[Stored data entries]
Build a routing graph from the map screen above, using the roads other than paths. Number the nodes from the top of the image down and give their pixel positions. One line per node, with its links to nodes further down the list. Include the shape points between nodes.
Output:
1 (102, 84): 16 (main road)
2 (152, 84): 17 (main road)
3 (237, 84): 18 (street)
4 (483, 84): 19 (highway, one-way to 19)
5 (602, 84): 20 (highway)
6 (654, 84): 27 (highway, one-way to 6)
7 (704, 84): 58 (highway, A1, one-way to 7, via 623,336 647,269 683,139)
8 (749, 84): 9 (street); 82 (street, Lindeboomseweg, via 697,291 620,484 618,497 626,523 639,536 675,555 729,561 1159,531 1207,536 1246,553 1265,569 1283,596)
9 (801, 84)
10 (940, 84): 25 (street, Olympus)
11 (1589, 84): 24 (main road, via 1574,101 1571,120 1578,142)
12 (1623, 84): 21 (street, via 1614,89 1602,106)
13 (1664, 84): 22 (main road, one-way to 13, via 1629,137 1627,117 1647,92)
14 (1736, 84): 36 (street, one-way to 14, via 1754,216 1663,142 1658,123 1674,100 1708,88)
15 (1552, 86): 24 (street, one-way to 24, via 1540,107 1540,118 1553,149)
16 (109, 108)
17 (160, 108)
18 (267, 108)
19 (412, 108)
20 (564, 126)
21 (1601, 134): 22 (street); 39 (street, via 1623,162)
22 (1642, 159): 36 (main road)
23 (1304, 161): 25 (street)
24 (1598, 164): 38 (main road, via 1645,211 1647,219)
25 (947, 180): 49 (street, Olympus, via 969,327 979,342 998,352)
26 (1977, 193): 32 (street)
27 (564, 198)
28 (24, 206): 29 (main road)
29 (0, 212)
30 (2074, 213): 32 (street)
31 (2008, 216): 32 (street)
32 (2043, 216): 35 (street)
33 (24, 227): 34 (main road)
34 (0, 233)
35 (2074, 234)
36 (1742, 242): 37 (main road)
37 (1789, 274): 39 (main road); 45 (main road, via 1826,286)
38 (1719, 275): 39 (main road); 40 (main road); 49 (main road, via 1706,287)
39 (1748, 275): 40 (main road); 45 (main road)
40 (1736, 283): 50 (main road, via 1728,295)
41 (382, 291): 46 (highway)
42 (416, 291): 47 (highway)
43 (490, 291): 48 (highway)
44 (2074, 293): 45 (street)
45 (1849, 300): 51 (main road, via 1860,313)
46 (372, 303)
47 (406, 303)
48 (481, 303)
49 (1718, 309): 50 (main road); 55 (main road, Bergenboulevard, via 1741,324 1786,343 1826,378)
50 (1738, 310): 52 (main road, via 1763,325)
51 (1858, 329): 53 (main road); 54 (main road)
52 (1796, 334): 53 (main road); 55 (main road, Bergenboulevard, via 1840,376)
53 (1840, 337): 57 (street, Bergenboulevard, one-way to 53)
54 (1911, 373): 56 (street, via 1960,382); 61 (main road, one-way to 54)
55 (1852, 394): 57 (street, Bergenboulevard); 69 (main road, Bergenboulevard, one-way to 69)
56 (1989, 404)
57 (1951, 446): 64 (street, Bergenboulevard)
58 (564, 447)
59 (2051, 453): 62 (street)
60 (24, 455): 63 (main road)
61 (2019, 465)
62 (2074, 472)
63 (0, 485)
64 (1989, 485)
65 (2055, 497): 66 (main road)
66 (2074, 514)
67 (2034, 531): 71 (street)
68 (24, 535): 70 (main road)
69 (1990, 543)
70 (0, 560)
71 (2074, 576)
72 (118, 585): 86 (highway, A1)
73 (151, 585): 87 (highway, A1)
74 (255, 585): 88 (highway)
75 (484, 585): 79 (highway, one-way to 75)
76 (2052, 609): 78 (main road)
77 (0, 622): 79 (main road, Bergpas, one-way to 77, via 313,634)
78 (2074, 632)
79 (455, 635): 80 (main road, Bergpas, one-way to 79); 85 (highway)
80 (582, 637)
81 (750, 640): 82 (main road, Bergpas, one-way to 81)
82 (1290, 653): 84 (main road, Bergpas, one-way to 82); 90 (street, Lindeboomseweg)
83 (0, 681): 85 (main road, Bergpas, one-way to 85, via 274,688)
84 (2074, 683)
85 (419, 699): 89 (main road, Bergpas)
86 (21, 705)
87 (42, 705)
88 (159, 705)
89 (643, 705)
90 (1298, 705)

### WHAT TO WORK ON
The answer must consist of each line in the entries above that includes "Lindeboomseweg".

### TASK RESULT
8 (749, 84): 9 (street); 82 (street, Lindeboomseweg, via 697,291 620,484 618,497 626,523 639,536 675,555 729,561 1159,531 1207,536 1246,553 1265,569 1283,596)
82 (1290, 653): 84 (main road, Bergpas, one-way to 82); 90 (street, Lindeboomseweg)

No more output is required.